Karena itulah, keberadaan Gajah Dekem hingga kini masih menarik perhatian masyarakat dan wisatawan yang ingin mengenal lebih jauh sejarah kawasan Cepokosawit.

Menjadi Saksi Gempa 2006

Namun kawasan ini tidak hanya menyimpan cerita dari masa lampau.

Di tempat yang sama berdiri Monumen Gempa Bumi 2006.

Pada Sabtu, 27 Mei 2006, gempa berkekuatan sekitar 5,9 magnitudo mengguncang wilayah Yogyakarta dan Jawa Tengah. Cepokosawit menjadi salah satu wilayah di Kabupaten Boyolali yang terdampak cukup parah. Data yang dipublikasikan menyebut 216 rumah mengalami kerusakan parah, sementara tiga warga meninggal dunia dan dua lainnya mengalami cacat akibat tertimpa bangunan.

Bagi masyarakat setempat, tragedi tersebut bukan sekadar catatan angka.

Gempa meninggalkan trauma, kehilangan, dan kenangan yang kemudian diwariskan kepada generasi berikutnya melalui sebuah monumen.

Monumen tersebut dibangun secara swadaya masyarakat dan diresmikan pada 25 Mei 2016, bertepatan dengan peringatan 10 tahun gempa bumi 2006.


🎙️ INSERT WAWANCARA TOKOH MASYARAKAT.

Daliman Kepala Desa Cepokosawit 

“Awal mulanya Taman Gajah Putih ini kondisinya dulu mangkrak. Kemudian ada warga putra daerah Cepokosawit yang menggagas agar di sini didirikan Monumen Gempa Bumi 2006.”

“Karena wilayah Desa Cepokosawit ini termasuk wilayah yang cukup parah terdampak gempa. Namun waktu itu memang kurang terekspos. Bantuan-bantuan lebih banyak mengalir ke wilayah Klaten dan Yogyakarta.”

“Kemudian putra daerah yang ikut menggagas pembangunan ini antara lain Bapak Wimboh Santoso, Bapak Jenderal Mulyono, dan Bapak Sukoyo, SH.”


Monumen Bukan Sekadar Bangunan

Monumen Gempa Cepokosawit juga memiliki sejumlah simbol yang menggambarkan peristiwa gempa.

Literasi yang tersedia mencatat adanya simbol yang berkaitan dengan jumlah dukuh, wilayah yang paling terdampak, tanggal serta tahun terjadinya gempa. Monumen tersebut dirancang bukan hanya sebagai penanda sejarah, tetapi juga sebagai media edukasi agar masyarakat tidak melupakan peristiwa kebencanaan.

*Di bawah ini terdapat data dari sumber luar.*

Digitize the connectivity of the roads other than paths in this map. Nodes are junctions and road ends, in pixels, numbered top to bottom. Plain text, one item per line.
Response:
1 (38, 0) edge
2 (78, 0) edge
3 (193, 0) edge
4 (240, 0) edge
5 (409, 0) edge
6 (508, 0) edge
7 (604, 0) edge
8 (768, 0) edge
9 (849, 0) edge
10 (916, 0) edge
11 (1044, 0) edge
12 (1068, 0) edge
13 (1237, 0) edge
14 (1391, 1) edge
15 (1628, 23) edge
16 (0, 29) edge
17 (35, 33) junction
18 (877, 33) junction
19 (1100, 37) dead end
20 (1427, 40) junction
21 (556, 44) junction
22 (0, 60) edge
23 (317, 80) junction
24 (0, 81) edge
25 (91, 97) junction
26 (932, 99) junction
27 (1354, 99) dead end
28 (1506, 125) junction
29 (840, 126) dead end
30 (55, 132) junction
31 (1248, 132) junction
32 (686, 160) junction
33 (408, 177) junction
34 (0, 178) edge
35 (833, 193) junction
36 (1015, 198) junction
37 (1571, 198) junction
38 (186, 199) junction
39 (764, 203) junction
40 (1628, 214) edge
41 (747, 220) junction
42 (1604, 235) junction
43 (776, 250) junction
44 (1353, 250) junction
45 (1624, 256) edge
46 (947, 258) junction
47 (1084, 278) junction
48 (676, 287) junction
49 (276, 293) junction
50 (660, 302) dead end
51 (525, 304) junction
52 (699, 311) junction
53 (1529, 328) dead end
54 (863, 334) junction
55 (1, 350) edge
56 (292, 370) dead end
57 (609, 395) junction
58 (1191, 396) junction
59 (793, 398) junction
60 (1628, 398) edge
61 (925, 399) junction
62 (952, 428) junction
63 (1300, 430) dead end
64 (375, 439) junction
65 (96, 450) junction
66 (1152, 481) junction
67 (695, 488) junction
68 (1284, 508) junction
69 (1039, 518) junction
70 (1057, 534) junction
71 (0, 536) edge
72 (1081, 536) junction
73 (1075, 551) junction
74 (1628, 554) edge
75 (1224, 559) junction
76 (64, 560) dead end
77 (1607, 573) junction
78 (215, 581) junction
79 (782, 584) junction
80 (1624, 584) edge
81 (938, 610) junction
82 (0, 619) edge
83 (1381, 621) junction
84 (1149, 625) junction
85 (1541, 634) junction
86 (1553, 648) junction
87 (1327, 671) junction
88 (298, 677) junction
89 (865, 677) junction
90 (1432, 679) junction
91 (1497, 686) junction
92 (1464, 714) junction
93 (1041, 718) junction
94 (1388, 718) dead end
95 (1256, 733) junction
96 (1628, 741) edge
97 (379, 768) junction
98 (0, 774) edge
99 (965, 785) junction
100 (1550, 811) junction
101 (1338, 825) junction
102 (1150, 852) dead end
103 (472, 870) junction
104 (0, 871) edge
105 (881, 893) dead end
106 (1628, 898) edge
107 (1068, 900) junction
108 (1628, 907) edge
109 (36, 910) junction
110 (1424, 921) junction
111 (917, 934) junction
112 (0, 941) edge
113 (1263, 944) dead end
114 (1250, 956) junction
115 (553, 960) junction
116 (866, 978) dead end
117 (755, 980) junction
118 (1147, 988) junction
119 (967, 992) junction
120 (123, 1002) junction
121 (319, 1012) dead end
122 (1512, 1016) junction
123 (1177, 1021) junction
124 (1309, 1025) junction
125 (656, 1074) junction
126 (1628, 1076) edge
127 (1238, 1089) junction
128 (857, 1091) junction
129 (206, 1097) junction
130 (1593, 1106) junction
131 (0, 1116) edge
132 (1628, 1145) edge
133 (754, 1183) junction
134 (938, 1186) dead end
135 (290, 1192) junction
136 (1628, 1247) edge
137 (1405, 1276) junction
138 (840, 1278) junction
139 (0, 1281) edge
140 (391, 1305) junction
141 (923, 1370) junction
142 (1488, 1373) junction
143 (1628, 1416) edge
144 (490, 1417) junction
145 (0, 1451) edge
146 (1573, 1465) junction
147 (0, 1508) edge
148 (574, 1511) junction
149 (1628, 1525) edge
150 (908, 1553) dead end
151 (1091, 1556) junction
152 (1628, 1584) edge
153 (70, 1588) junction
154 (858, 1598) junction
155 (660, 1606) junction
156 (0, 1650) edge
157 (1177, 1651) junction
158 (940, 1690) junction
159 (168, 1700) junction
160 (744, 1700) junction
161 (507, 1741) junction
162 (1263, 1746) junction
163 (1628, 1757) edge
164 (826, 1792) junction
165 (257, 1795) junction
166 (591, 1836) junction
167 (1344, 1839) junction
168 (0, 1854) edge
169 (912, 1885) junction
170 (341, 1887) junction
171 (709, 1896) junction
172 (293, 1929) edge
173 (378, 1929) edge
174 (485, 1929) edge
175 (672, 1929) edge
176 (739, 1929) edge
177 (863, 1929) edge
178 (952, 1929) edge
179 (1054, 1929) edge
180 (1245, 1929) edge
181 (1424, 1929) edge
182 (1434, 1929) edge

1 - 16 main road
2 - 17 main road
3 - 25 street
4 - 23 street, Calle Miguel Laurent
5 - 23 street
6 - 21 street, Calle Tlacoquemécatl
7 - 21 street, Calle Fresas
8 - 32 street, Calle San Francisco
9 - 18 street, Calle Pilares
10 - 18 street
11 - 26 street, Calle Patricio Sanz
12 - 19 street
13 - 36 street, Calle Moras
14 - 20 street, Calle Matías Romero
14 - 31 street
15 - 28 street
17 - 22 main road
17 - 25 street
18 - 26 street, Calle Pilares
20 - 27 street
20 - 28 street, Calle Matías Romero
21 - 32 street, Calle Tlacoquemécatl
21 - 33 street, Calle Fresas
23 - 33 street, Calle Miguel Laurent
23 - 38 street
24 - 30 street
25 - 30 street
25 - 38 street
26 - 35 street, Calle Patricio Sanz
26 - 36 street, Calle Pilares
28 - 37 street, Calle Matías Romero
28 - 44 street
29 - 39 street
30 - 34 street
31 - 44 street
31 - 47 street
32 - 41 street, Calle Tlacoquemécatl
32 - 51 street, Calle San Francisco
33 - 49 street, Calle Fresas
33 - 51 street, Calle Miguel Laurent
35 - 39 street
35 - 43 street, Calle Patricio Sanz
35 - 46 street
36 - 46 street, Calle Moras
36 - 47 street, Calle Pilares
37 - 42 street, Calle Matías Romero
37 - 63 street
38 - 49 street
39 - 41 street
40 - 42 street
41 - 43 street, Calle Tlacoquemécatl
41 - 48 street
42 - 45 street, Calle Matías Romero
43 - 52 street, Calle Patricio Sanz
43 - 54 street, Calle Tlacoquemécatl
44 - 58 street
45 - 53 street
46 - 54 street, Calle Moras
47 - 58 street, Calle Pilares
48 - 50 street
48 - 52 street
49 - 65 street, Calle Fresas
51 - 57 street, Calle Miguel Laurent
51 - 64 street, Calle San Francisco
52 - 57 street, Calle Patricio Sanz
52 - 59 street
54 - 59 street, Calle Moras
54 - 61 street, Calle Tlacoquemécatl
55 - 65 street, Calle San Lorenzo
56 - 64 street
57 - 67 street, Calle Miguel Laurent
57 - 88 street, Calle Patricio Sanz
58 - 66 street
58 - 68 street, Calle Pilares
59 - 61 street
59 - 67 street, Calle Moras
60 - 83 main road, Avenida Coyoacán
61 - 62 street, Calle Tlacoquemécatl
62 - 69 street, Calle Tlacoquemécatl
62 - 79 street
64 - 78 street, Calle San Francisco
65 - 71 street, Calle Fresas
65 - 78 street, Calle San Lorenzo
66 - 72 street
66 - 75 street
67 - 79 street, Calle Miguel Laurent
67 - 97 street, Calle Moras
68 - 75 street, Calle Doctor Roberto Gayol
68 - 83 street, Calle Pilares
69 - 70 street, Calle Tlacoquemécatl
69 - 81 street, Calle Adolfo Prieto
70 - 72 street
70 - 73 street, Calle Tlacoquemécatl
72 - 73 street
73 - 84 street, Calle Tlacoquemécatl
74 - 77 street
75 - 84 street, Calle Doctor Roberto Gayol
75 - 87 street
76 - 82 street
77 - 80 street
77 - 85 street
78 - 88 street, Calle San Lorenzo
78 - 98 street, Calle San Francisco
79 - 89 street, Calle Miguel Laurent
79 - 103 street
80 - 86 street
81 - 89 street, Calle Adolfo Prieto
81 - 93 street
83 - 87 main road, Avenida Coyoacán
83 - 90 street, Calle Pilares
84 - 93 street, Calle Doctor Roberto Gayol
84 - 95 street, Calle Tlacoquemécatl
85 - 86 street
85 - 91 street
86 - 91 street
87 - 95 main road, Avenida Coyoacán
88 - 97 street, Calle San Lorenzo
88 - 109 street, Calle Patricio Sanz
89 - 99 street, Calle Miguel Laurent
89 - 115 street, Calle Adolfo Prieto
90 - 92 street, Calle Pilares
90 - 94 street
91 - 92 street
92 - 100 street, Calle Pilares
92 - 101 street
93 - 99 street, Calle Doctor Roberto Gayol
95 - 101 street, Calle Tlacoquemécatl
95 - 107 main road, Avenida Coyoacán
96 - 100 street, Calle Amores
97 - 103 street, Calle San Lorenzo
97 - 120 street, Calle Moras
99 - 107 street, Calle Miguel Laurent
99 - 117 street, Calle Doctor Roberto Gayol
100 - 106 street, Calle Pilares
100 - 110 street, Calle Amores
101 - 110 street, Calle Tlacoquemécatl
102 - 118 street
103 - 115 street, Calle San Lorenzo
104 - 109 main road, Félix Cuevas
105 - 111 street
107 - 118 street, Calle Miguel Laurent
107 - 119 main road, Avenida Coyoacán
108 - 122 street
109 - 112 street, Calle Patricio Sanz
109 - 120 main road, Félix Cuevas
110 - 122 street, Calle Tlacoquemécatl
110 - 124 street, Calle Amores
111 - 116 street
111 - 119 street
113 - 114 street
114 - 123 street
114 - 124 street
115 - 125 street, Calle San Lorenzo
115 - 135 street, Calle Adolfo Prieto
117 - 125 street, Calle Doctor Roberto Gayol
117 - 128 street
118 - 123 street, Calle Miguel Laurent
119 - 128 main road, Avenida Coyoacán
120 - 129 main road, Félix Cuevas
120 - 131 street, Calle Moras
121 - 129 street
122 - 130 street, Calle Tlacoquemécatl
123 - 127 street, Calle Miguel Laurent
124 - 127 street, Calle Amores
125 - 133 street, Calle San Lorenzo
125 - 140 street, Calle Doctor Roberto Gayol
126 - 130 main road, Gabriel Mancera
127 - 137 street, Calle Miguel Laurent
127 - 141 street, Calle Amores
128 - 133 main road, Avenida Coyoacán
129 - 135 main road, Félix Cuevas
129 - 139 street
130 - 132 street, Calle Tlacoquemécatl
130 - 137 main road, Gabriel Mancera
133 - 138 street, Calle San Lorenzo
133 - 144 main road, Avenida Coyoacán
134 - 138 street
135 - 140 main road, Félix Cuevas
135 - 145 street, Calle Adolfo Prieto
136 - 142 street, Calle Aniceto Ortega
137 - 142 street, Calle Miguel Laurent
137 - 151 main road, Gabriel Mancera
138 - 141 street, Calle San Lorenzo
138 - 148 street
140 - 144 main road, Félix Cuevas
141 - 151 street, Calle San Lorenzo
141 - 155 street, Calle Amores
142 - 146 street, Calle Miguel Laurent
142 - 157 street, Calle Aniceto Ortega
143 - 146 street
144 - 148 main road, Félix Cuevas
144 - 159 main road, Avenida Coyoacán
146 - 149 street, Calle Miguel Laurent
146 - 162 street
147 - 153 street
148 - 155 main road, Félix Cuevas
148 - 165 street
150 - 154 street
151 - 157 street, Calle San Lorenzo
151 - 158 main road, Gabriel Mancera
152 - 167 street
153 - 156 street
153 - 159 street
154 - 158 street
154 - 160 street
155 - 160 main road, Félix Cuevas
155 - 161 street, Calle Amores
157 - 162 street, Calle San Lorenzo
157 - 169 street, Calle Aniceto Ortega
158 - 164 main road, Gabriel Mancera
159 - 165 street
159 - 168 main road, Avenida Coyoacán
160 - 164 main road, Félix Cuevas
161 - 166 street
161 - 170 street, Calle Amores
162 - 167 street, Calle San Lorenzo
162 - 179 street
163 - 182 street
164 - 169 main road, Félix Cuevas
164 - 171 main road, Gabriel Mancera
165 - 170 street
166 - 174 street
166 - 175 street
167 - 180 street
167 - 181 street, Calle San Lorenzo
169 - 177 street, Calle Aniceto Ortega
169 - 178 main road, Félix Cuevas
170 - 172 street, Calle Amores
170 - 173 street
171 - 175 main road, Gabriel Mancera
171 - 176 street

Di dalam kawasan monumen juga terdapat dokumentasi berupa foto serta berbagai benda dan puing yang berkaitan dengan dampak gempa.

Dua Masa, Satu Pesan

Gajah Dekem membawa kita menengok jauh ke masa lalu.

Sementara Monumen Gempa 2006 mengingatkan kita pada peristiwa yang terjadi dua dekade lalu.

Keduanya memang berasal dari zaman yang berbeda, tetapi memiliki satu pesan yang sama:

Sejarah tidak seharusnya hanya disimpan sebagai cerita. Sejarah harus dirawat, dipelajari, dan diwariskan.

Cepokosawit akhirnya bukan hanya sebuah tempat di peta Boyolali.

Di sana ada jejak kebudayaan masa lampau, ada ingatan tentang bencana, dan ada semangat masyarakat untuk menjaga cerita daerahnya.

Dari Gajah Dekem kita belajar tentang jejak peradaban. Dari Monumen Gempa kita belajar tentang ketangguhan manusia menghadapi bencana.

Dan setiap batu, setiap arca, setiap puing, serta setiap cerita yang tersimpan di dalamnya seolah mengingatkan kita:

Waktu boleh berjalan, tetapi sejarah jangan sampai hilang.